This documentation is for development version 0.18.dev0.

mne.viz.plot_raw_psd

mne.viz.plot_raw_psd(raw, tmin=0.0, tmax=inf, fmin=0, fmax=inf, proj=False, n_fft=None, picks=None, ax=None, color='black', area_mode='std', area_alpha=0.33, n_overlap=0, dB=True, estimate='auto', average=False, show=True, n_jobs=1, line_alpha=None, spatial_colors=None, xscale='linear', reject_by_annotation=True, verbose=None)[source]

Plot the power spectral density across channels.

Different channel types are drawn in sub-plots. When the data has been processed with a bandpass, lowpass or highpass filter, dashed lines indicate the boundaries of the filter (–). The line noise frequency is also indicated with a dashed line (-.).

Parameters:
raw : instance of Raw

The raw instance to use.

tmin : float

Start time for calculations.

tmax : float

End time for calculations.

fmin : float

Start frequency to consider.

fmax : float

End frequency to consider.

proj : bool

Apply projection.

n_fft : int | None

Number of points to use in Welch FFT calculations. Default is None, which uses the minimum of 2048 and the number of time points.

picks : str | list | slice | None

Channels to include. Slices and lists of integers will be interpreted as channel indices. In lists, channel type strings (e.g., ['meg', 'eeg']) will pick channels of those types, channel name strings (e.g., ['MEG0111', 'MEG2623'] will pick the given channels. Can also be the string values “all” to pick all channels, or “data” to pick data channels. None (default) will pick good data channels.
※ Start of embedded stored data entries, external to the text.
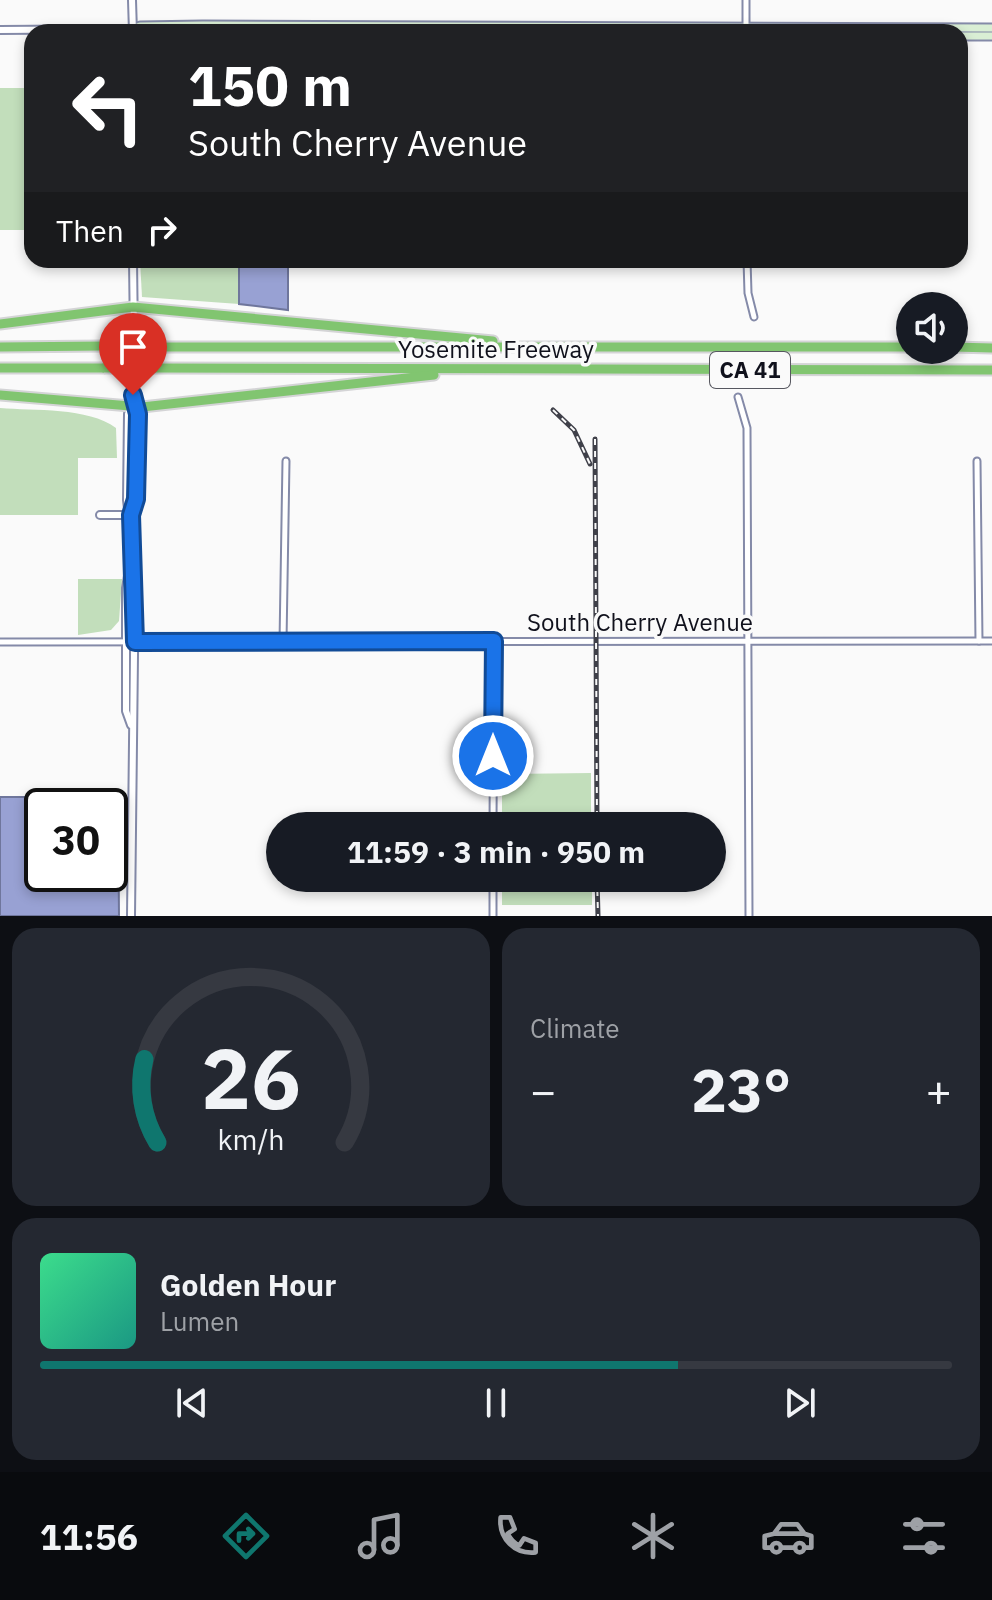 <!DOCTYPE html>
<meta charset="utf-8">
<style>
body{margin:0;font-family:"IBM Plex Sans",sans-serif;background:#242831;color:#f1f3f6;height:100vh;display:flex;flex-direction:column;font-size:30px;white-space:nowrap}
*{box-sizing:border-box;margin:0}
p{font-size:26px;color:#9ea1a6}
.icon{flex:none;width:44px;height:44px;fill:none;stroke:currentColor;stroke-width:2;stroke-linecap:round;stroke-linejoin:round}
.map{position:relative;height:916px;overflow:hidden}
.panel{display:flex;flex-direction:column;gap:12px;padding:12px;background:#0d0f14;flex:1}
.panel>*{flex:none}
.top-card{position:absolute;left:24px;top:24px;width:944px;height:244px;border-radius:24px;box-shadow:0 4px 12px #0003;background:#202124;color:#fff;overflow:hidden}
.controls{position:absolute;left:896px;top:292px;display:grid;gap:16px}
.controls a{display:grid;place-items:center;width:72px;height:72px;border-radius:50%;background:#171b24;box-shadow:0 4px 12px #0003;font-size:40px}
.speed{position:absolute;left:24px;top:788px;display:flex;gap:16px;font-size:40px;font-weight:700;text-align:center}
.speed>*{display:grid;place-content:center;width:104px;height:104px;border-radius:50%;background:#171b24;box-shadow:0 4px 12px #0003;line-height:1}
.speed .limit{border:4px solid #111;border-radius:12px;background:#fff;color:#111}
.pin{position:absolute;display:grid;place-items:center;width:68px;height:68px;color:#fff;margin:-82px -34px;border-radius:50% 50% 50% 0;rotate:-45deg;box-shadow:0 0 8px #0007}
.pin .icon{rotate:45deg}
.me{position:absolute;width:88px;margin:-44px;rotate:0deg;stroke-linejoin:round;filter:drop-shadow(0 0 6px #0008)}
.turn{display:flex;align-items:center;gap:28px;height:168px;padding:0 32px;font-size:36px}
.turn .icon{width:104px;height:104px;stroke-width:2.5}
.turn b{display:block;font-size:56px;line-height:68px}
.then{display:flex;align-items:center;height:76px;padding:0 32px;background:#0003;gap:16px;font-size:30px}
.big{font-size:60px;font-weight:700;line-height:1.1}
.panel .tile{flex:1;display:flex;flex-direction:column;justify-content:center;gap:12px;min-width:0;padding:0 28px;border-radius:24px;background:#242831}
.panel .dial{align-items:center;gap:0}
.dial svg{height:208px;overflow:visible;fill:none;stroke:#363941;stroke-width:7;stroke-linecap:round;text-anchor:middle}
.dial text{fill:#f1f3f6;stroke:none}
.song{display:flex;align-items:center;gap:24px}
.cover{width:96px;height:96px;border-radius:12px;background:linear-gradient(135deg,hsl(150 70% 55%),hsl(170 70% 35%))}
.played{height:8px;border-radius:4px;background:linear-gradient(90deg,#0f766e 70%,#363941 70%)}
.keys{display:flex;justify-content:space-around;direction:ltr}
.heat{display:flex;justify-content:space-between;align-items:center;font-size:44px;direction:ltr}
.panel .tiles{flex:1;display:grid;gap:12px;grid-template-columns:1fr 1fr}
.tile:last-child{grid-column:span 2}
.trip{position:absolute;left:266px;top:812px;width:460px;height:80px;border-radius:40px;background:#171b24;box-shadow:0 4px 12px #0003;font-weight:700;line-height:80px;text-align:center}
.tabs{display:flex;height:128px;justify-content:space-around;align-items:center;background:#090b0e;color:#9ea1a6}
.tabs .icon{width:56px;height:56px}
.tabs .current{color:#0f766e}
.tabs b{font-size:36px;color:#f1f3f6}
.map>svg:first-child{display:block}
</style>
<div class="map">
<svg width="992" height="916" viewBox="0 0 992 916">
<rect width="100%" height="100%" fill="#fafafa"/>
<g fill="#c2debb">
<rect x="0" y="88" width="32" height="142"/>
<polygon points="140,260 239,260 239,304 142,297"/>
<path d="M 0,408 C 34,411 88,407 116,428 L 117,458 L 78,458 L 78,515 L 0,515 Z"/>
<polygon points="78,579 122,579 119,621 111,630 78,635"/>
<polygon points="591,773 591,826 502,826 502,774"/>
<rect x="502" y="878" width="90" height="27"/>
</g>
<g fill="#98a1d3" stroke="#6f769c" stroke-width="2" fill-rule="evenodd">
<polygon points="239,260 288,260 288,310 239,304"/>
<path d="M 0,797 L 118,797 L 119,916 L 0,916 ZM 42,806 L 110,806 L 110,874 L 42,874 Z"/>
</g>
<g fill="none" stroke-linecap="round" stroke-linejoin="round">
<defs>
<g id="minor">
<polyline points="746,0 746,32"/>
<polyline points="747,260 748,293 754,317"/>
<polyline points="738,397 747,428 749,916"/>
<polyline points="977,461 979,641"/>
<polyline points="0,642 992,641"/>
<polyline points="283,642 286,461"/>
<polyline points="493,826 494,641"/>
<polyline points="493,916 493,878"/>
</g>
<g id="tertiary">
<polyline points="132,0 133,32"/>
<polyline points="0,30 133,29"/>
<polyline points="100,515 131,515 136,499 133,260"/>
<polyline points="131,725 126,711 126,588 131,558"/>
<polyline points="131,916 135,569 127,500 128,414 133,407"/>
</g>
<g id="secondary">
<polyline points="133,29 140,26 203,25 992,28"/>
<polyline points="960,36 992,36"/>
</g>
<g id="motorway">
<polyline points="0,324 133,307 493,341"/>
<polyline points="0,347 104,346"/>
<polyline points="155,347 910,347"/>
<polyline points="954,347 992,348"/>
<polyline points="0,368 104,368"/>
<polyline points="154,368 992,370"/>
<polyline points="0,395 142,407 434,375"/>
</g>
</defs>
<use href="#minor" stroke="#848aa8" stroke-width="9"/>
<use href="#tertiary" stroke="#848aa8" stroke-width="10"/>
<use href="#secondary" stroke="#848aa8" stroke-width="11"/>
<use href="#motorway" stroke="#d4d4d6" stroke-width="13"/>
<use href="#minor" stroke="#fff" stroke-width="5"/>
<use href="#tertiary" stroke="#fff" stroke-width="6"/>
<use href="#secondary" stroke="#d9eed4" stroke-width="7"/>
<use href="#motorway" stroke="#81c570" stroke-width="9"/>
<defs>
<g id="rail">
<polyline points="553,410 574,430 590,464"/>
<polyline points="595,439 597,826"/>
<polyline points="597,878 598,916"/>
</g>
</defs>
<use href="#rail" stroke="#3f4049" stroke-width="5"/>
<use href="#rail" stroke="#fafafa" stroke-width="2" stroke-dasharray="6" stroke-linecap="butt"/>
<defs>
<g id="motorway-bridge">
<polyline points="104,346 155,347"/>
<polyline points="104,368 154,368"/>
</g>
</defs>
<use href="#motorway-bridge" stroke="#d4d4d6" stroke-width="13" stroke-linecap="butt"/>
<use href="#motorway-bridge" stroke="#81c570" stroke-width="9"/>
</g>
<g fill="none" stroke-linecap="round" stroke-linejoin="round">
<defs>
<polyline id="route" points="133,395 138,414 136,499 131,515 135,642 494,641 493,756"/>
</defs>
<use href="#route" stroke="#114b97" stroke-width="20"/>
<use href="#route" stroke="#1a73e8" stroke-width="14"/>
</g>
<g text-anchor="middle" stroke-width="7" stroke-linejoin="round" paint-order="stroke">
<rect fill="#fafafa" stroke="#56575f" stroke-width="2" x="710" y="352" width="80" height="36" rx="6"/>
<g font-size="22" font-weight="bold" fill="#10111c">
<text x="750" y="378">CA 41</text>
</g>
<g font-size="24" fill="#10111c" stroke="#fafafa">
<text x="496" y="358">Yosemite Freeway</text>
<text x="640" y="631">South Cherry Avenue</text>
</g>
</g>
</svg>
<div class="controls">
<a><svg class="icon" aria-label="sound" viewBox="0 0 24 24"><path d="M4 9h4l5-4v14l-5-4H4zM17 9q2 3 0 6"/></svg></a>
</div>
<div class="speed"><div class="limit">30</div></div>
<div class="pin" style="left:133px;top:395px;background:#d93025"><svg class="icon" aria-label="arrive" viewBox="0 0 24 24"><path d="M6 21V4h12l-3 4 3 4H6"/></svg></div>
<svg class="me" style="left:493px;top:756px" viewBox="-20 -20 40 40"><circle r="17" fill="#1a73e8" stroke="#fff" stroke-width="3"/><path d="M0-11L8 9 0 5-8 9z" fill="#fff"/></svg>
<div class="trip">11:59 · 3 min · 950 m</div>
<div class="top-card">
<div class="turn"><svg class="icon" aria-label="left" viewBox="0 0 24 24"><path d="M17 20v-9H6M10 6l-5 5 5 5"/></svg><div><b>150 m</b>South Cherry Avenue</div></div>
<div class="then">Then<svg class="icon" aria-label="right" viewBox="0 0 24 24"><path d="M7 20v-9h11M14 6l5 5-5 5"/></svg></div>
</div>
</div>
<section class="panel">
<div class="tiles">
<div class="tile dial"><svg viewBox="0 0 100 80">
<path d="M14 69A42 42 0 1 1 86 69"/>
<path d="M14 69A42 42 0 0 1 9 37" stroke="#0f766e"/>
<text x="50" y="56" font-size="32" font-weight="700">26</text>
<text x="50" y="72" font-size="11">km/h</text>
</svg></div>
<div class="tile"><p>Climate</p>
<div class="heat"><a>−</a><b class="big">23°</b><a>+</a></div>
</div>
<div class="tile">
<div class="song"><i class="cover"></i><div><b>Golden Hour</b><p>Lumen</p></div></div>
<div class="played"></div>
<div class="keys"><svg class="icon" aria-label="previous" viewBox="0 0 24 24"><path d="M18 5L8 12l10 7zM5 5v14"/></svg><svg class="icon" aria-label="pause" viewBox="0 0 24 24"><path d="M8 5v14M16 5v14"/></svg><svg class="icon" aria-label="next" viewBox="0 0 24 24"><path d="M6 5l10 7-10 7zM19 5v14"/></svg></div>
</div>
</div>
</section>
<nav class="tabs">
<b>11:56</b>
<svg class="icon current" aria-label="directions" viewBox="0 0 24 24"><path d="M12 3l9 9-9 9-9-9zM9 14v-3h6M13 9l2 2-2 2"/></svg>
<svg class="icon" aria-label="music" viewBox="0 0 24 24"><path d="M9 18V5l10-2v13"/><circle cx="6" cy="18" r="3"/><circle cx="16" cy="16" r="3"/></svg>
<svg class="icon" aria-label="phone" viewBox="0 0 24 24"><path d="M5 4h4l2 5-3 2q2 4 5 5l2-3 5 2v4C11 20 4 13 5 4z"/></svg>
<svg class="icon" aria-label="climate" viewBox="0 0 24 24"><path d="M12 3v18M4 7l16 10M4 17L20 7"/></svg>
<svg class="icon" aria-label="car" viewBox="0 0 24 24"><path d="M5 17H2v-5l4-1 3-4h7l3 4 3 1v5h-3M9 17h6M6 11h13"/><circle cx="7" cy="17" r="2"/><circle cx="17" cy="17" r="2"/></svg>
<svg class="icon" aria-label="filters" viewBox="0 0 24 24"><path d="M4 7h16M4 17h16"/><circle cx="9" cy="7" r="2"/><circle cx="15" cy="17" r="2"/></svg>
</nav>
Cannot be None if ax is supplied. If both picks and ax are None, separate subplots will be created for each standard channel type (mag, grad, and eeg).

ax : instance of matplotlib Axes | None

Axes to plot into. If None, axes will be created.

color : str | tuple

A matplotlib-compatible color to use. Has no effect when spatial_colors=True.

area_mode : str | None

Mode for plotting area. If ‘std’, the mean +/- 1 STD (across channels) will be plotted. If ‘range’, the min and max (across channels) will be plotted. Bad channels will be excluded from these calculations. If None, no area will be plotted. If average=False, no area is plotted.

area_alpha : float

Alpha for the area.

n_overlap : int

The number of points of overlap between blocks. The default value is 0 (no overlap).

dB : bool

Plot Power Spectral Density (PSD), in units (amplitude**2/Hz (dB)) if dB=True, and estimate='power' or estimate='auto'. Plot PSD in units (amplitude**2/Hz) if dB=False and, estimate='power'. Plot Amplitude Spectral Density (ASD), in units (amplitude/sqrt(Hz)), if dB=False and estimate='amplitude' or estimate='auto'. Plot ASD, in units (amplitude/sqrt(Hz) (db)), if dB=True and estimate='amplitude'.

estimate : str, {‘auto’, ‘power’, ‘amplitude’}

Can be “power” for power spectral density (PSD), “amplitude” for amplitude spectrum density (ASD), or “auto” (default), which uses “power” when dB is True and “amplitude” otherwise.

average : bool

If False (default), the PSDs of all channels is displayed. No averaging is done and parameters area_mode and area_alpha are ignored. When False, it is possible to paint an area (hold left mouse button and drag) to plot a topomap.

show : bool

Show figure if True.

n_jobs : int

Number of jobs to run in parallel.

line_alpha : float | None

Alpha for the PSD line. Can be None (default) to use 1.0 when average=True and 0.1 when average=False.

spatial_colors : bool

Whether to use spatial colors. Only used when average=False.

xscale : str

Can be ‘linear’ (default) or ‘log’.

reject_by_annotation : bool

Whether to omit bad segments from the data while computing the PSD. If True, annotated segments with a description that starts with ‘bad’ are omitted. Has no effect if inst is an Epochs or Evoked object. Defaults to True.

New in version 0.15.0.

verbose : bool, str, int, or None

If not None, override default verbose level (see mne.verbose() and Logging documentation for more).

Returns:
fig : instance of Figure

Figure with frequency spectra of the data channels.